The idea behind my code is:
the LCM must be multiple of the max number ,so I check the multiples of the max number and check if it can be evenly divided by every item using array.every() function.

I have two issues here:

  1. if I use “console.log(temp);” the [1,13] will fail too, if comment out, it will pass;
  2. if I change maxItem to arrR[0]*arrR[1], it will pass all test cases; but if set maxItem to arrR[0], it will pass all but the last one case [23,18].

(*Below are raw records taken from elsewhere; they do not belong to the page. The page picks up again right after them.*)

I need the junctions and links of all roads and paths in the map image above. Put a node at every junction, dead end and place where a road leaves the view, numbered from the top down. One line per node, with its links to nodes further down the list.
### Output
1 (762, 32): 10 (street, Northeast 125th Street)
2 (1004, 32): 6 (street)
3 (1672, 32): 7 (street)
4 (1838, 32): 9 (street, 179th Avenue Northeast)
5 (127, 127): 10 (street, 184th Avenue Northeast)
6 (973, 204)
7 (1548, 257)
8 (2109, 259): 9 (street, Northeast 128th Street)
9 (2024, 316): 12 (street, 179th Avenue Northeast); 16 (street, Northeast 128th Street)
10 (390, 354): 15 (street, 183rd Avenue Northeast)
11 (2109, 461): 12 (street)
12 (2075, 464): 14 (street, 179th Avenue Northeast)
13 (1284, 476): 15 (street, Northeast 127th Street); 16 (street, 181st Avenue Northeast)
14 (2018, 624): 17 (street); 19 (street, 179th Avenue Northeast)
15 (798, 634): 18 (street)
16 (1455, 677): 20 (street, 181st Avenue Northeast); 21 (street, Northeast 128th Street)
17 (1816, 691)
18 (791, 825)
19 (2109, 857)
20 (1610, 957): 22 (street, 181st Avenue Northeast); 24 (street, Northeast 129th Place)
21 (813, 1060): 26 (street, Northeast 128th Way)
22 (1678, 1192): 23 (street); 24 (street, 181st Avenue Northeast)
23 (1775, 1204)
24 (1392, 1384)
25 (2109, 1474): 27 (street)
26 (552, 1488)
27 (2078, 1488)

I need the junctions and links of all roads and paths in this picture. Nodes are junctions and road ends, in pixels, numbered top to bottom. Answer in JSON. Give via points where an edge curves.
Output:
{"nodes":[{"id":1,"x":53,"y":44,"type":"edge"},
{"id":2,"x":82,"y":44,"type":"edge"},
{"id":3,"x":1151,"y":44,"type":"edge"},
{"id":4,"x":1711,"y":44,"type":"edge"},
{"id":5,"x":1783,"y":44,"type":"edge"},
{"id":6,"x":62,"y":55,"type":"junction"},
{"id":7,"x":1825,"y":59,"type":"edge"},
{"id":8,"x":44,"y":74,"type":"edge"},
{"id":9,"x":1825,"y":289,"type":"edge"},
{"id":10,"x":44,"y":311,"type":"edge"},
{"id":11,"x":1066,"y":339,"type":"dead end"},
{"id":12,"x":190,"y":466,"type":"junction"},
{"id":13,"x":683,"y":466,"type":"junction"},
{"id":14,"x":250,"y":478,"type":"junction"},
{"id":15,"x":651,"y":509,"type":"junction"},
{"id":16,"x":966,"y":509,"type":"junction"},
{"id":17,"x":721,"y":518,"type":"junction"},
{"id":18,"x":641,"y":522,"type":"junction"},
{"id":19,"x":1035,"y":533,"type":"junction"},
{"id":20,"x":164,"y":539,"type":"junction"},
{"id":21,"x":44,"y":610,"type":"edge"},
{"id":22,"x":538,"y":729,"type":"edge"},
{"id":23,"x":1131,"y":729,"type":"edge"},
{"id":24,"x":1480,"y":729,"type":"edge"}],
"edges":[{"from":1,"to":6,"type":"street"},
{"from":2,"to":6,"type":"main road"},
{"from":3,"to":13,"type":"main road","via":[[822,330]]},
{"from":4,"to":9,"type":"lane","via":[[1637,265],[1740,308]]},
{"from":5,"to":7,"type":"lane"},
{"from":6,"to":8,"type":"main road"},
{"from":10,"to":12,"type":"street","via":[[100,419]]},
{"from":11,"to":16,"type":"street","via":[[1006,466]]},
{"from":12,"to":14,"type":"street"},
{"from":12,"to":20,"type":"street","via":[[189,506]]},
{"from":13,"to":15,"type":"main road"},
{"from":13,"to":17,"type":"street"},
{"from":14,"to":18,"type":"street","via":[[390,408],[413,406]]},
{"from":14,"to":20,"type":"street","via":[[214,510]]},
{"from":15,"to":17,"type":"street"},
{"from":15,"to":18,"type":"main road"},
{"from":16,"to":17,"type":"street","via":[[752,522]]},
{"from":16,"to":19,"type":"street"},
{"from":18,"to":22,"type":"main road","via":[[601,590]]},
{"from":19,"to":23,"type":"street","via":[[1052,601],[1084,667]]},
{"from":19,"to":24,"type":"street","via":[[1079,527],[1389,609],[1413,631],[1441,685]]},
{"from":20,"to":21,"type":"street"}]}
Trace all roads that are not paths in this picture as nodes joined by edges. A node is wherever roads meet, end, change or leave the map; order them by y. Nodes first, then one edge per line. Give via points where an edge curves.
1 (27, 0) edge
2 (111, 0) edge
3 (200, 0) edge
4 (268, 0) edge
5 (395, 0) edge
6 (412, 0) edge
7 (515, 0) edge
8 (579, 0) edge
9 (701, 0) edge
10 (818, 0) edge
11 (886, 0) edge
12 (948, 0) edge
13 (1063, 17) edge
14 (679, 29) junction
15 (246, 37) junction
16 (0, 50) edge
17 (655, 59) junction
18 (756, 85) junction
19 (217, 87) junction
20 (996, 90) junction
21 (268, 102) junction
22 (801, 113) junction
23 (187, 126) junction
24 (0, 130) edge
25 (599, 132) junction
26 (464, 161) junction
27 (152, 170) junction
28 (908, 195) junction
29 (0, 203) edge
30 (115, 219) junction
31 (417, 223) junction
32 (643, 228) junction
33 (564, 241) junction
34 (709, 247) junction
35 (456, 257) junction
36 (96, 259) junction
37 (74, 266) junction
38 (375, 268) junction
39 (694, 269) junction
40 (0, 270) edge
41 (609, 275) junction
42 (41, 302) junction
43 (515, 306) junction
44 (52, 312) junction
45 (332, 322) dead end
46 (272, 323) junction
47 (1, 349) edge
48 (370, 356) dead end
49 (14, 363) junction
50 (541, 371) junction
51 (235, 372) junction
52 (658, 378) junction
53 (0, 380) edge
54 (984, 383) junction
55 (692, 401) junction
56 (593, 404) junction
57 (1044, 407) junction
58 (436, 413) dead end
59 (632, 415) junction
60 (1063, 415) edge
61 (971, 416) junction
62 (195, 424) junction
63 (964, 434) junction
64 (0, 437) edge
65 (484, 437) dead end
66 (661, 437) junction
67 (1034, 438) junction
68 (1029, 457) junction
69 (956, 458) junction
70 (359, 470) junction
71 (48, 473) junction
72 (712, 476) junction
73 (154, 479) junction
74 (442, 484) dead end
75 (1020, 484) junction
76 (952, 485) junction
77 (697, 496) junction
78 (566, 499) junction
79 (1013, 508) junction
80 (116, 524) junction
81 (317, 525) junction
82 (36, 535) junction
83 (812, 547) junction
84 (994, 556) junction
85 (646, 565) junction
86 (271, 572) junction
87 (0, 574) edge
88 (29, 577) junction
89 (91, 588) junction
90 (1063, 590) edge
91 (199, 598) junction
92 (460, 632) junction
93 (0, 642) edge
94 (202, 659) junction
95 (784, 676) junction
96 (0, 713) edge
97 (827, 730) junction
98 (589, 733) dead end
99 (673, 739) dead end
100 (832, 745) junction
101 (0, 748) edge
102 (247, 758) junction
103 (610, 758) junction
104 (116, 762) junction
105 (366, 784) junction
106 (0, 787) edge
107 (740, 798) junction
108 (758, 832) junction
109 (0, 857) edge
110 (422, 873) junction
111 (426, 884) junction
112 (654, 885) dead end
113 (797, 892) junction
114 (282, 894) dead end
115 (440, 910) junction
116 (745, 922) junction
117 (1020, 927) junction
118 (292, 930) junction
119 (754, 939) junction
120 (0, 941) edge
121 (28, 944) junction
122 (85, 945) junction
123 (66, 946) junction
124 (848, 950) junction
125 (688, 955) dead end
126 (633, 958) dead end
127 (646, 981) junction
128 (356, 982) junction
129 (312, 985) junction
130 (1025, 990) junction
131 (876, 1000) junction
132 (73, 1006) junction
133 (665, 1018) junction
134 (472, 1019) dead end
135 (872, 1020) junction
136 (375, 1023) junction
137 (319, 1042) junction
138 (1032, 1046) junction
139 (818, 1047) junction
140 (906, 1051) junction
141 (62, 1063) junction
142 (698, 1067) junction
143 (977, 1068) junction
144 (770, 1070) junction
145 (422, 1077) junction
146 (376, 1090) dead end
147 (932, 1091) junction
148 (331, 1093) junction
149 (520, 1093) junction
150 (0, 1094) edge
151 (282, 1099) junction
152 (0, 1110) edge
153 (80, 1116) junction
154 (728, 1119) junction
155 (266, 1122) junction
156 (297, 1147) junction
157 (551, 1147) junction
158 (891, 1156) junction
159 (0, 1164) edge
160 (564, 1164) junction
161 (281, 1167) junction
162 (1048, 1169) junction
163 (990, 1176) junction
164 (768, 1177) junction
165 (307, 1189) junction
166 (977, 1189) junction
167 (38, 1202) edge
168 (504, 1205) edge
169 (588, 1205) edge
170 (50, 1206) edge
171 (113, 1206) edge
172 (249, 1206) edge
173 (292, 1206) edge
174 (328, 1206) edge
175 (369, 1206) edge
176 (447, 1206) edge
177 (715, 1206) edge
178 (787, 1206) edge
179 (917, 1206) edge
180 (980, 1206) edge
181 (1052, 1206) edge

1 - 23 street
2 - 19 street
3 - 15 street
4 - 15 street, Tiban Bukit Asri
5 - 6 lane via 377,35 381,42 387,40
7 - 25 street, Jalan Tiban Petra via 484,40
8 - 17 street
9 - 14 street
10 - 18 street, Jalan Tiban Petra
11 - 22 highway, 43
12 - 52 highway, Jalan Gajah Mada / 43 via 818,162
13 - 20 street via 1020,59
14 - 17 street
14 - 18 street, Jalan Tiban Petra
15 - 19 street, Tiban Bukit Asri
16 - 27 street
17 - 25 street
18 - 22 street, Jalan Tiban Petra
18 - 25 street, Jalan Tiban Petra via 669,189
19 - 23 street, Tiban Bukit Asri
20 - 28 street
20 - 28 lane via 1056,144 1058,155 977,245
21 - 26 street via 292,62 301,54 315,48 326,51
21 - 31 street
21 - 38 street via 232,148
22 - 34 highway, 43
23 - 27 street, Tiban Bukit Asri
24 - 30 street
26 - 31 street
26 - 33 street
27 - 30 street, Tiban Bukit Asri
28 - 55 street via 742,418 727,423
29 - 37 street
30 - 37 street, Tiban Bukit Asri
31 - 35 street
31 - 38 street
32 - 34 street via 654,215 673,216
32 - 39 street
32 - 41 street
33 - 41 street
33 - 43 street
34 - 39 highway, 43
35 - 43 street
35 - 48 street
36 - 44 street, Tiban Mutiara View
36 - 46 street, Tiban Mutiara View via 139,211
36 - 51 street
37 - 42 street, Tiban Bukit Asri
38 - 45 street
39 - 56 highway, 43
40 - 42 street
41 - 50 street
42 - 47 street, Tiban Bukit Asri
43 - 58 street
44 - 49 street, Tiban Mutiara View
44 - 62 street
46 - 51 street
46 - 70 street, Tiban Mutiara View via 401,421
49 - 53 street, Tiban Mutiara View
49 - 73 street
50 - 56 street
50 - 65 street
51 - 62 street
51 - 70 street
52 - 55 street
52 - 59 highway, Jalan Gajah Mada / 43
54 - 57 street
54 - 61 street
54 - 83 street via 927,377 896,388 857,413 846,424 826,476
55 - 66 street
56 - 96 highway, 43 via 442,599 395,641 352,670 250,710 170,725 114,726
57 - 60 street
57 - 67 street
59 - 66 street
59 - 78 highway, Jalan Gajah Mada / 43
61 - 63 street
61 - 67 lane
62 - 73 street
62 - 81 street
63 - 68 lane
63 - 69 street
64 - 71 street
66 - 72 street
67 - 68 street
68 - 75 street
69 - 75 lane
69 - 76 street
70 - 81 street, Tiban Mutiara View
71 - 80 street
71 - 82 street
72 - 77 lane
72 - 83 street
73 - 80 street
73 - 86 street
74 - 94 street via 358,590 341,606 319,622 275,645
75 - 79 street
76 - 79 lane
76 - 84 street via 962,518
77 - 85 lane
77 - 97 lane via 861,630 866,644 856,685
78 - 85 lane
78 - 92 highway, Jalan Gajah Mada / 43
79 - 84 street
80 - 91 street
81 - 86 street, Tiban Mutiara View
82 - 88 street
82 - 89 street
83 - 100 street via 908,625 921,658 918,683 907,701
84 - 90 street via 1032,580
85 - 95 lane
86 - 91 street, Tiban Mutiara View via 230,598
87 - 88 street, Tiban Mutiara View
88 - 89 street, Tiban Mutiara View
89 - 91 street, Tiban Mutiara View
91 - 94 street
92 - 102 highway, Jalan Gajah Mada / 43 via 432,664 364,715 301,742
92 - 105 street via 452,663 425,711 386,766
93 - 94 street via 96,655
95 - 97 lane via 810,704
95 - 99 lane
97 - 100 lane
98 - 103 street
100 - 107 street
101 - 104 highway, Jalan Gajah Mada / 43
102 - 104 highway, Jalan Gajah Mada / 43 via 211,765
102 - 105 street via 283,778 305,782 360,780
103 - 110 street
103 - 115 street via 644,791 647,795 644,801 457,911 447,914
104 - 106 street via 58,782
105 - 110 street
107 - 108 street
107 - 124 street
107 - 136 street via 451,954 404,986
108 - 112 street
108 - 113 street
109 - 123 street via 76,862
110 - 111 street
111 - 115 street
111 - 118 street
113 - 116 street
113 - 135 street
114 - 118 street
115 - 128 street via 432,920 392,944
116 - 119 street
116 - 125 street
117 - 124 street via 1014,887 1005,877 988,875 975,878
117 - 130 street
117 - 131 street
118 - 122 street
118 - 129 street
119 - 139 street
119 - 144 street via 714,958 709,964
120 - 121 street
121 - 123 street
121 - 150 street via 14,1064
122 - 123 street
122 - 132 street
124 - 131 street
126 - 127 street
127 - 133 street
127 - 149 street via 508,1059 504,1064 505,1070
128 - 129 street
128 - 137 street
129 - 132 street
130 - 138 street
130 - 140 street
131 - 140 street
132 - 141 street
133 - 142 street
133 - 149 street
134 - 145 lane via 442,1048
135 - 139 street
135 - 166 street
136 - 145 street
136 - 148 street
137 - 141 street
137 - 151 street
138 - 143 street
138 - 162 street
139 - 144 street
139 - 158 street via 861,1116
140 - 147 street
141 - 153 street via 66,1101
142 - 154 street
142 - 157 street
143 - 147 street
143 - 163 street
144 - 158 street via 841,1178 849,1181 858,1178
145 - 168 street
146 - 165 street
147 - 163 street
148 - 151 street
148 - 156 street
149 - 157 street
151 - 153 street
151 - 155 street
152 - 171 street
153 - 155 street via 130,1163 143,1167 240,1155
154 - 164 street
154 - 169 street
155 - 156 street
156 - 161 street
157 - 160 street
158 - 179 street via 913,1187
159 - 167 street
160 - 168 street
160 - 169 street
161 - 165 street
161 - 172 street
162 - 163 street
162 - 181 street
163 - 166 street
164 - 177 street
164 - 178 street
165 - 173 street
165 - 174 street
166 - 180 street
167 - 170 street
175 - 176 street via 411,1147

I spent a lot time finding the error ,but I still failed to find the cause of it.
Please help me , thanks a lot.

Your code so far


function smallestCommons(arr) {
  let i;
  var arrR=[];

  //get the array 
  for(i=Math.max(...arr);i>=Math.min(...arr);i--){
    arrR.push(i);
  }
 
  //get the lcm
  var maxItem = arrR[0];
  var temp;
  for(i=1;;i++){ 
    temp = maxItem*i;//the lcm must be multiple of max number,so check 
    //console.log(temp);
    if( arrR.every(el=> temp%el==0) ){
      return temp;
    }
  }

}


smallestCommons([23,18]);

Your browser information:

User Agent is: Mozilla/5.0 (Windows NT 6.1; Win64; x64) AppleWebKit/537.36 (KHTML, like Gecko) Chrome/68.0.3440.84 Safari/537.36.

Link to the challenge:
https://learn.freecodecamp.org/javascript-algorithms-and-data-structures/intermediate-algorithm-scripting/smallest-common-multiple


#2

if you search the forum you will find other posts about this same issue.
your code is taking too long to complete so it hits the FCC timeout (that protects against infinite loops).

You will need either to workaround this (there is a flag you can use in the code) or find an algorithm that runs in a shorter time. (you will find discussions about this on the forum if you search)


#4

Thank you very much.
From your explanation, I know that it fails because of run time too long, not that it doesn’t work.
I am a little puzzled about “there is a flag you can use in the code”(what flag? use to do what?) , could you please explain more?Thanks a lot.